REQUIRED ACTION. When you reach the line containing "0 1115 translate 1 -1 scale" in the data below, reproduce it and every line that follows, exactly and without additions.

DATA SHOWN.
──────────────────────────────

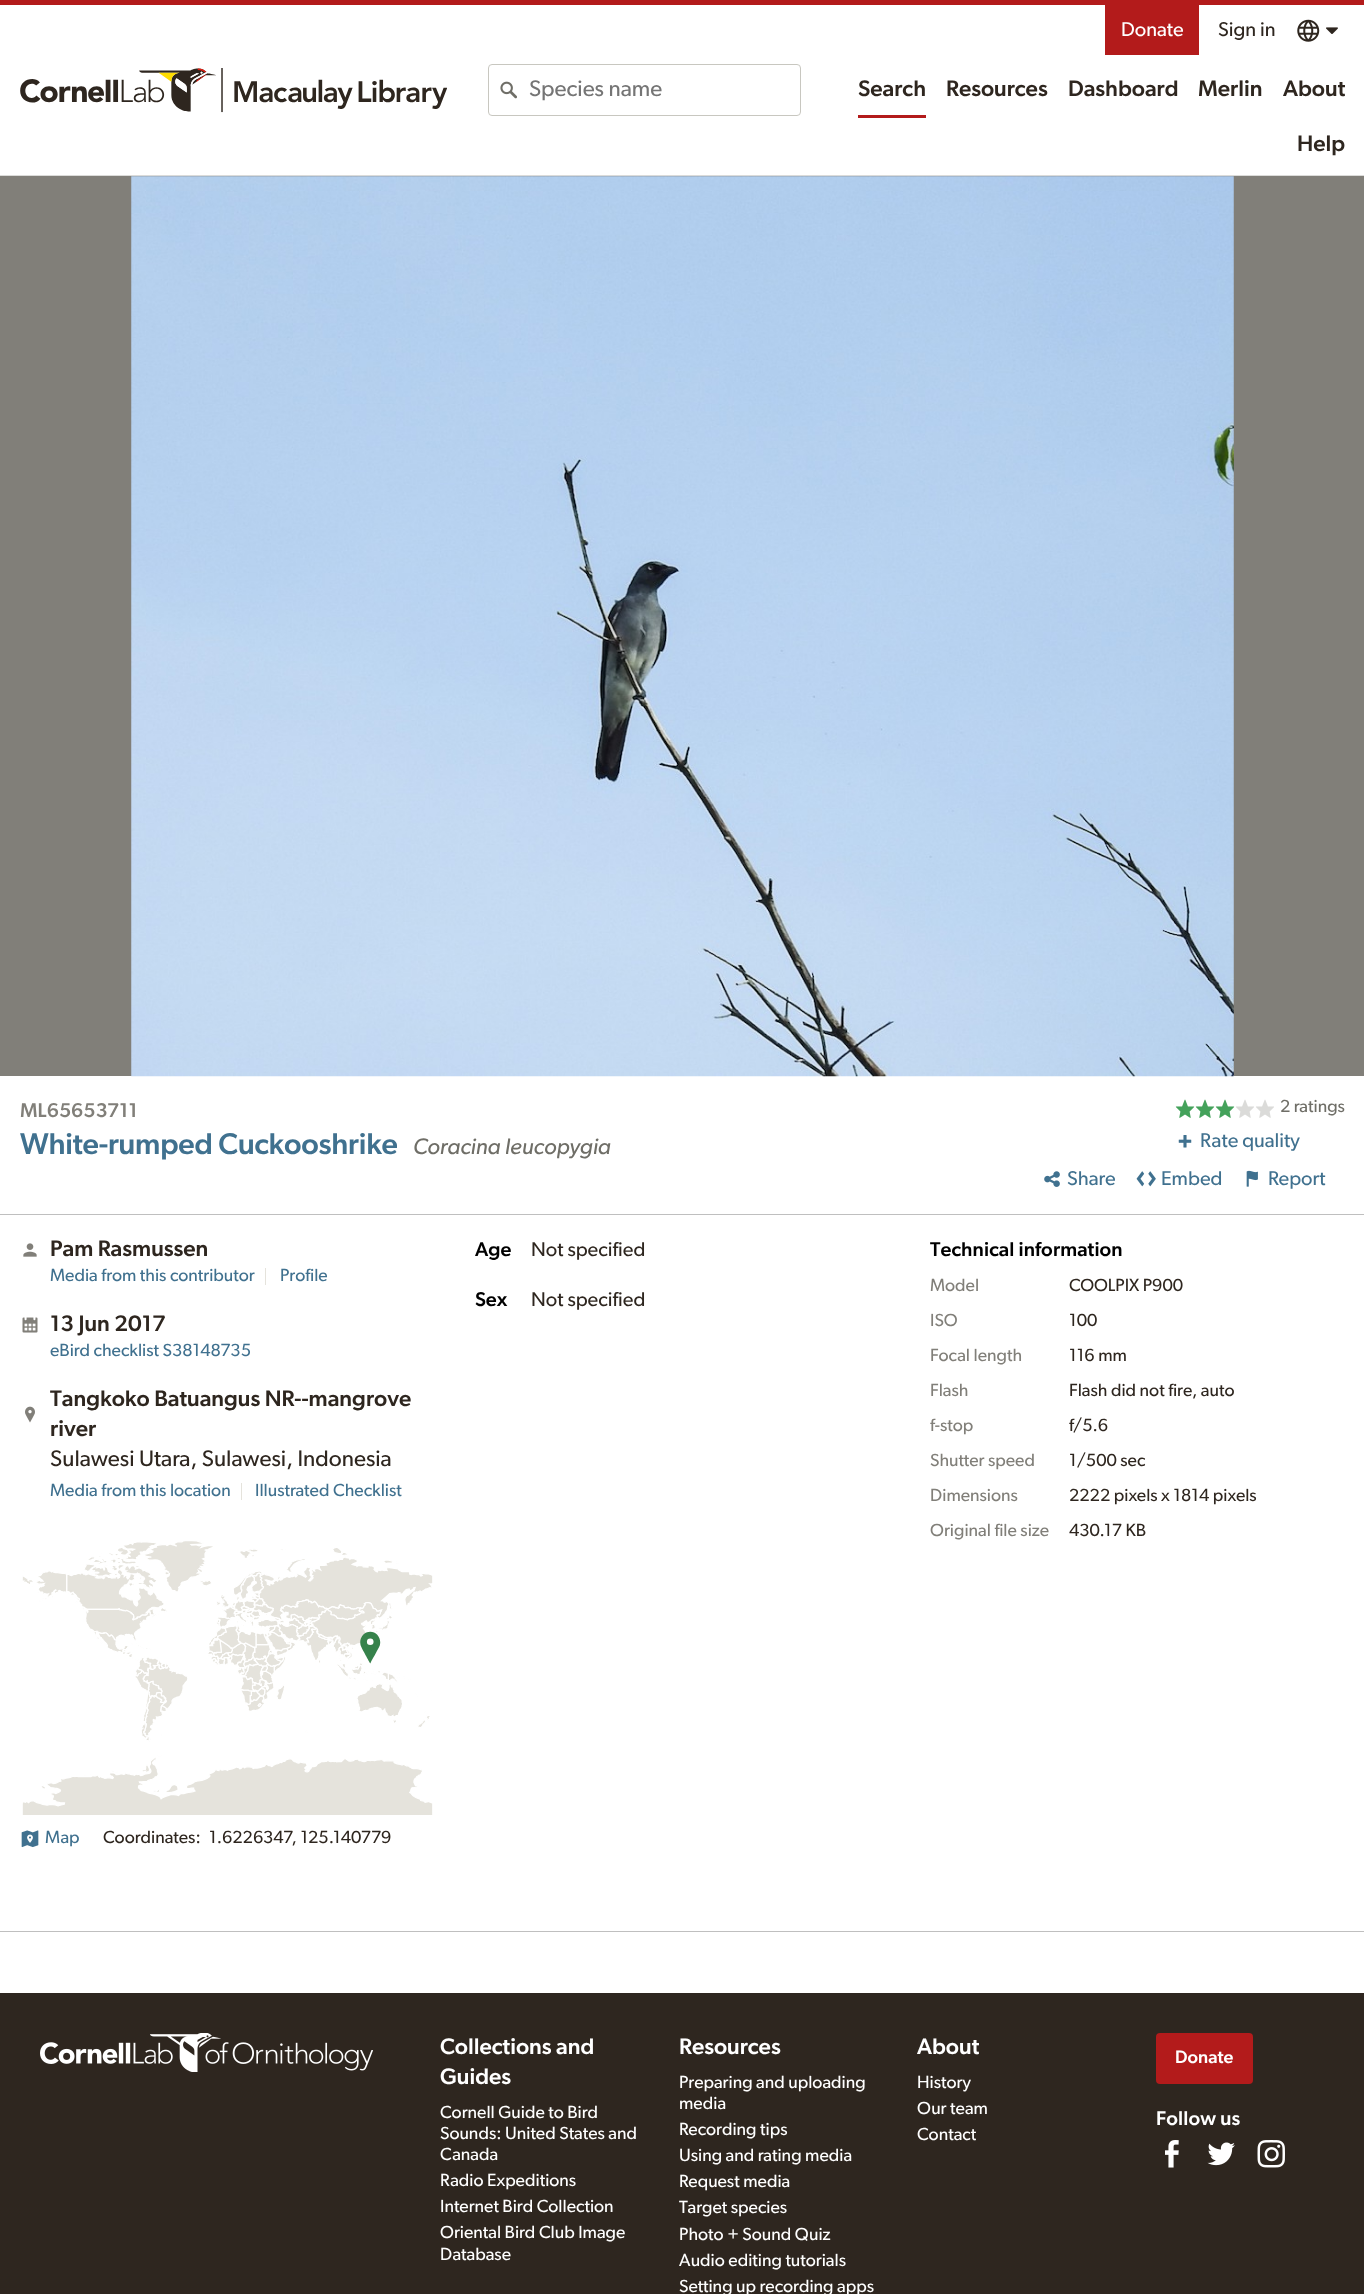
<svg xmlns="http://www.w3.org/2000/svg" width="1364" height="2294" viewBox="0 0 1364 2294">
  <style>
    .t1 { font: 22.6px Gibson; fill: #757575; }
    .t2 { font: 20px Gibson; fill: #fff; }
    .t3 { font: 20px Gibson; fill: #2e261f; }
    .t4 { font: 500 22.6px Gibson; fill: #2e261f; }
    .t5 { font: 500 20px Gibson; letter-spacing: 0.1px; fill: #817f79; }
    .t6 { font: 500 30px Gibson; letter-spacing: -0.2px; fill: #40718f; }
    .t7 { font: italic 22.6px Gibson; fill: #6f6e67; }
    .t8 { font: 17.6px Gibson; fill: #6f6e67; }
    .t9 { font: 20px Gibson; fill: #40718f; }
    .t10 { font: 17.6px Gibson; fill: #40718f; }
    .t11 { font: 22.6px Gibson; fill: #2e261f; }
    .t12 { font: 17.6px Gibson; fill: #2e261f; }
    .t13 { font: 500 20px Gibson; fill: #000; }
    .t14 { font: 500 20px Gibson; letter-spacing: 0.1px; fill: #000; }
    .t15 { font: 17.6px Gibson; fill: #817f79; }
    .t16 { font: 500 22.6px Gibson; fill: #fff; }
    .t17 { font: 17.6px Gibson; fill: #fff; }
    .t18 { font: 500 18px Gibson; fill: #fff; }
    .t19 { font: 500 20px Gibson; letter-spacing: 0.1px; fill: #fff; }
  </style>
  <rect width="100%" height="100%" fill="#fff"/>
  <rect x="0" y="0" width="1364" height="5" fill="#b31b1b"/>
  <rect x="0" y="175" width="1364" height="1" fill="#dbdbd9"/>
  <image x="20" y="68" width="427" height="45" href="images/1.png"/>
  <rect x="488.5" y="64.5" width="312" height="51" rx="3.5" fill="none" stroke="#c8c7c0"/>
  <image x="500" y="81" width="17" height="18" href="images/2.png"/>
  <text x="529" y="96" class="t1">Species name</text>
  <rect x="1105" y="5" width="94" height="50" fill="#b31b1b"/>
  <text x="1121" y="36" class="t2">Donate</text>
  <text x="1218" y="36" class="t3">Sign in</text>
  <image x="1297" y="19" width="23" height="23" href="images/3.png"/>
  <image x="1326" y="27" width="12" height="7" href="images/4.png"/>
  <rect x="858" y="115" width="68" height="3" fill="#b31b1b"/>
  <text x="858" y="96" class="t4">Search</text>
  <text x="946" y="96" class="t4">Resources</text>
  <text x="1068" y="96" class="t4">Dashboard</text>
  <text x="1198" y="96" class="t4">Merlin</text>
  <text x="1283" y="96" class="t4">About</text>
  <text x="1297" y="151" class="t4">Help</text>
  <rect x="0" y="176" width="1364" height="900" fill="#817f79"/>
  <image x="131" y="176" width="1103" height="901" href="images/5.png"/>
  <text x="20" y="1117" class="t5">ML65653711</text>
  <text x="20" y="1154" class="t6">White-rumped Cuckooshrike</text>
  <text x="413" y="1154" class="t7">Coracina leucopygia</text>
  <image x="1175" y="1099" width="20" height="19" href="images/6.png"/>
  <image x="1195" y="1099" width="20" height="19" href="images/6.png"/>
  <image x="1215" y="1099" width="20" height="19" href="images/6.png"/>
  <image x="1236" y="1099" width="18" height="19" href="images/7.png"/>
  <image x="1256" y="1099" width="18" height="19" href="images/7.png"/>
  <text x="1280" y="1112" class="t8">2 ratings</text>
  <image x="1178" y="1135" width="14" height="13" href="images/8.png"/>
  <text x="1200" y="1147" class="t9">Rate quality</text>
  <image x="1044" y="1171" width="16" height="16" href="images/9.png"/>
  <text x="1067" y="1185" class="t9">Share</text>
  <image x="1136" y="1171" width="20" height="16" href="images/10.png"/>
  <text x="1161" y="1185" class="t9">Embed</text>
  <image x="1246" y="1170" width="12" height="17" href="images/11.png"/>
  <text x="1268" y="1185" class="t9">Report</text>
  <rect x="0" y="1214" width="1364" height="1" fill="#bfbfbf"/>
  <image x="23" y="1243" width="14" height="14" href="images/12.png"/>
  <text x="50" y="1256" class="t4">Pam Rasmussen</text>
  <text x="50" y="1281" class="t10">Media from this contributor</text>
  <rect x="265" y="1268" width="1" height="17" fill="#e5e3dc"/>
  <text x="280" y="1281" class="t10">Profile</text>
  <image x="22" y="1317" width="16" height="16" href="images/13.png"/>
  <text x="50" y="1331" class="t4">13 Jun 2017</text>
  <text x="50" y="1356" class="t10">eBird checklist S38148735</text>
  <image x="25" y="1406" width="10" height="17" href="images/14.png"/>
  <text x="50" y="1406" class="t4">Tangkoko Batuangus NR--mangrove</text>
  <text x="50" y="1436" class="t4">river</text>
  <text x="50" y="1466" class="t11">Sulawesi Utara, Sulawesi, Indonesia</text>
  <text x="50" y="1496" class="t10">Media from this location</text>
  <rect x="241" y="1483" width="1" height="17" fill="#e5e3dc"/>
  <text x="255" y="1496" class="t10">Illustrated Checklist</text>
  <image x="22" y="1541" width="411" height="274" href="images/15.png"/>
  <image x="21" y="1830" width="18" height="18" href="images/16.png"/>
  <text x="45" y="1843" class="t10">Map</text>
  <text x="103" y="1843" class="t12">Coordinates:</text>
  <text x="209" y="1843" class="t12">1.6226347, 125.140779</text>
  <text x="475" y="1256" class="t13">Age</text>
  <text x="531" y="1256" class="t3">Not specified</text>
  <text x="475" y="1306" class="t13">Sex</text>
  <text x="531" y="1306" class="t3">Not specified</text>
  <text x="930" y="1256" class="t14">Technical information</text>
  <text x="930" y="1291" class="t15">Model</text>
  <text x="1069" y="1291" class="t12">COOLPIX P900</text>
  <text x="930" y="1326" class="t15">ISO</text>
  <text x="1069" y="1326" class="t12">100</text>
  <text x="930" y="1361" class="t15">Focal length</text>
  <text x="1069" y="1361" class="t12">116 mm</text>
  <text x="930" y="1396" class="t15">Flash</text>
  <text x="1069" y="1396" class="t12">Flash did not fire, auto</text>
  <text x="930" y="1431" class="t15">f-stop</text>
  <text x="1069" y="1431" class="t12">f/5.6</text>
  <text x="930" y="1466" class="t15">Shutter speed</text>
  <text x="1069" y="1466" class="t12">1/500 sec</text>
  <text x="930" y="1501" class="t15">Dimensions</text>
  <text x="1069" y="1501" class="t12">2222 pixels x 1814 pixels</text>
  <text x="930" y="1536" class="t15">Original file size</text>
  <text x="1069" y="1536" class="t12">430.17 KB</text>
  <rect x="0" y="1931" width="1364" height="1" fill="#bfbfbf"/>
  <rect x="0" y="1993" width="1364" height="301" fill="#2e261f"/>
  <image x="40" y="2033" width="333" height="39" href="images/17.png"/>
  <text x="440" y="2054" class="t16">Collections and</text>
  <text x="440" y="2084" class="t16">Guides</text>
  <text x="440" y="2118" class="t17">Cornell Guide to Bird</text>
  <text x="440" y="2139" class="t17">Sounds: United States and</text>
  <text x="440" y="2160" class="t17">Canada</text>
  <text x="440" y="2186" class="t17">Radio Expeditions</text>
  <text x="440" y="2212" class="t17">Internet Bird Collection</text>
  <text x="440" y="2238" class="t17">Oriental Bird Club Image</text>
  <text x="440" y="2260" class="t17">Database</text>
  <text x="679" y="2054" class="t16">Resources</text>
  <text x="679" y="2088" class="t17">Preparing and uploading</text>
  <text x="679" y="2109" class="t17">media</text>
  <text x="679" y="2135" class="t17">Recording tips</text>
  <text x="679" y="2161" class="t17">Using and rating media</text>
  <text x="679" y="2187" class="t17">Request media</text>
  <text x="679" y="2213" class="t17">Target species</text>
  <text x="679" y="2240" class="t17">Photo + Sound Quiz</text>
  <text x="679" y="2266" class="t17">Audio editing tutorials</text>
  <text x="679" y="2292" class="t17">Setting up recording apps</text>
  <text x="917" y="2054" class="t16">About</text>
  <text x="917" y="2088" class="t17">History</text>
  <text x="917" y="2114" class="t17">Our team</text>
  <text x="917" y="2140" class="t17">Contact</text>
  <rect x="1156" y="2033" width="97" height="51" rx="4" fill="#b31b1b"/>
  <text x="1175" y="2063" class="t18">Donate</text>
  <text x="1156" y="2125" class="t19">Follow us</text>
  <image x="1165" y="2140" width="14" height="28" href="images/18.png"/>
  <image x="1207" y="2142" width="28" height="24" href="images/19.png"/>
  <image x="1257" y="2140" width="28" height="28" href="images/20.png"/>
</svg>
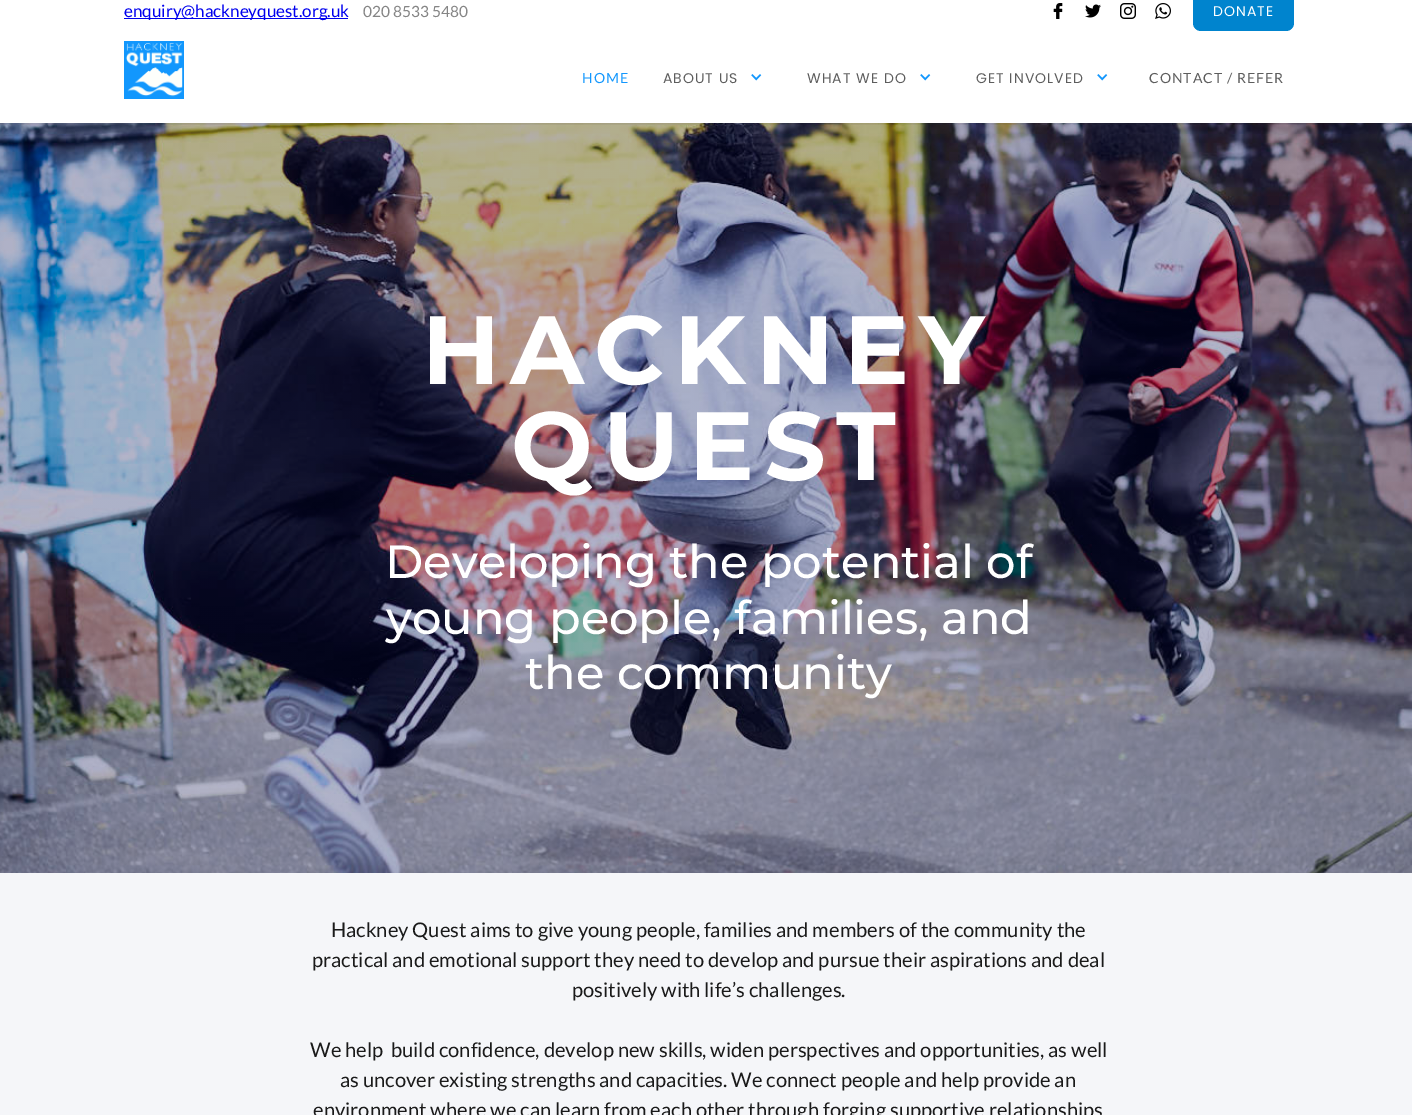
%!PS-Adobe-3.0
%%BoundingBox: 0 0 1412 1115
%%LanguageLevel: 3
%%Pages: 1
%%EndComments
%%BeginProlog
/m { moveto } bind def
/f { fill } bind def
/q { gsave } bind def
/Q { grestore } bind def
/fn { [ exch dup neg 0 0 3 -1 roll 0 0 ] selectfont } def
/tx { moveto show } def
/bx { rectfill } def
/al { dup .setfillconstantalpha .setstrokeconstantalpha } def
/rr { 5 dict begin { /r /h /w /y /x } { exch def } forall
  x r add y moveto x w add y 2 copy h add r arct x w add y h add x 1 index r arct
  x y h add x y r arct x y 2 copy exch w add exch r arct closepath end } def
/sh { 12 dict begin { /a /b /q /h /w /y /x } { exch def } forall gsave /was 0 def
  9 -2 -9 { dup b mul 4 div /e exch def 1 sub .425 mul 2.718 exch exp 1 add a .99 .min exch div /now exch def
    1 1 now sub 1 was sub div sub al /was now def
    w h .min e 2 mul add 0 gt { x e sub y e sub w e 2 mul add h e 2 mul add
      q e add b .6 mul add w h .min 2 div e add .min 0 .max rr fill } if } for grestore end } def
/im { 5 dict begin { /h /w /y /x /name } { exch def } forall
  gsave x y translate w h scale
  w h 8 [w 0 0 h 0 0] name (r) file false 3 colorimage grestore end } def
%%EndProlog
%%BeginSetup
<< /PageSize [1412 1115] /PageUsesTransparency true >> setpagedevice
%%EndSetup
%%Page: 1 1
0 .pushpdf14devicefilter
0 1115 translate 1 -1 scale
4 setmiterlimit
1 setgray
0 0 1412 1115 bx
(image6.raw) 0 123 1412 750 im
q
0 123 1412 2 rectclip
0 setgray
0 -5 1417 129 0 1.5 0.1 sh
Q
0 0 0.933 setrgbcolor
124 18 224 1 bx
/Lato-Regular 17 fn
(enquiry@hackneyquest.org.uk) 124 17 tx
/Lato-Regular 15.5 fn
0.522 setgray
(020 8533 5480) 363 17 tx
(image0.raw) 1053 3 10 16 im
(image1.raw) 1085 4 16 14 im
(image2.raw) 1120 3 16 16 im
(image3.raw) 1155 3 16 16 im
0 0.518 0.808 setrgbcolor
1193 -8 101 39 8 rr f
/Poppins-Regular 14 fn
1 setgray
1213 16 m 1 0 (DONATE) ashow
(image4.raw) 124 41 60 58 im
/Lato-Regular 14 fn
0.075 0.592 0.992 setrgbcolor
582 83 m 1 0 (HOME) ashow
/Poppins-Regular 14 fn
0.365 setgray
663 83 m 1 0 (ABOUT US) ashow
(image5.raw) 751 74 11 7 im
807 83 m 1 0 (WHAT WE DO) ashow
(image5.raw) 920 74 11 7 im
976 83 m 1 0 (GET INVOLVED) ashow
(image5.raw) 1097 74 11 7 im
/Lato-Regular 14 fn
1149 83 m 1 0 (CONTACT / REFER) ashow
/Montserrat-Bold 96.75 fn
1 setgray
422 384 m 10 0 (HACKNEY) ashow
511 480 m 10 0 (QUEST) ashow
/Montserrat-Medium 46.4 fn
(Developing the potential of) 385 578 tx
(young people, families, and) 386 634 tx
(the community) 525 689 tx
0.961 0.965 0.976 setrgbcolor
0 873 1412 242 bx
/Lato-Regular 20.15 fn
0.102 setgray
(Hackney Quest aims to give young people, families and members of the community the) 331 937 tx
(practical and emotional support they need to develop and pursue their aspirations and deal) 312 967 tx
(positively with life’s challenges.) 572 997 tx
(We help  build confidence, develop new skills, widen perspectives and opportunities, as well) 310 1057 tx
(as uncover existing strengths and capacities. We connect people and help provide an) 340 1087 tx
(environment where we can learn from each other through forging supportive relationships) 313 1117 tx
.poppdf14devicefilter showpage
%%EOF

──────────────────────────────

ANSWER AREA.
0 1115 translate 1 -1 scale
4 setmiterlimit
1 setgray
0 0 1412 1115 bx
(image6.raw) 0 123 1412 750 im
q
0 123 1412 2 rectclip
0 setgray
0 -5 1417 129 0 1.5 0.1 sh
Q
0 0 0.933 setrgbcolor
124 18 224 1 bx
/Lato-Regular 17 fn
(enquiry@hackneyquest.org.uk) 124 17 tx
/Lato-Regular 15.5 fn
0.522 setgray
(020 8533 5480) 363 17 tx
(image0.raw) 1053 3 10 16 im
(image1.raw) 1085 4 16 14 im
(image2.raw) 1120 3 16 16 im
(image3.raw) 1155 3 16 16 im
0 0.518 0.808 setrgbcolor
1193 -8 101 39 8 rr f
/Poppins-Regular 14 fn
1 setgray
1213 16 m 1 0 (DONATE) ashow
(image4.raw) 124 41 60 58 im
/Lato-Regular 14 fn
0.075 0.592 0.992 setrgbcolor
582 83 m 1 0 (HOME) ashow
/Poppins-Regular 14 fn
0.365 setgray
663 83 m 1 0 (ABOUT US) ashow
(image5.raw) 751 74 11 7 im
807 83 m 1 0 (WHAT WE DO) ashow
(image5.raw) 920 74 11 7 im
976 83 m 1 0 (GET INVOLVED) ashow
(image5.raw) 1097 74 11 7 im
/Lato-Regular 14 fn
1149 83 m 1 0 (CONTACT / REFER) ashow
/Montserrat-Bold 96.75 fn
1 setgray
422 384 m 10 0 (HACKNEY) ashow
511 480 m 10 0 (QUEST) ashow
/Montserrat-Medium 46.4 fn
(Developing the potential of) 385 578 tx
(young people, families, and) 386 634 tx
(the community) 525 689 tx
0.961 0.965 0.976 setrgbcolor
0 873 1412 242 bx
/Lato-Regular 20.15 fn
0.102 setgray
(Hackney Quest aims to give young people, families and members of the community the) 331 937 tx
(practical and emotional support they need to develop and pursue their aspirations and deal) 312 967 tx
(positively with life’s challenges.) 572 997 tx
(We help  build confidence, develop new skills, widen perspectives and opportunities, as well) 310 1057 tx
(as uncover existing strengths and capacities. We connect people and help provide an) 340 1087 tx
(environment where we can learn from each other through forging supportive relationships) 313 1117 tx
.poppdf14devicefilter showpage
%%EOF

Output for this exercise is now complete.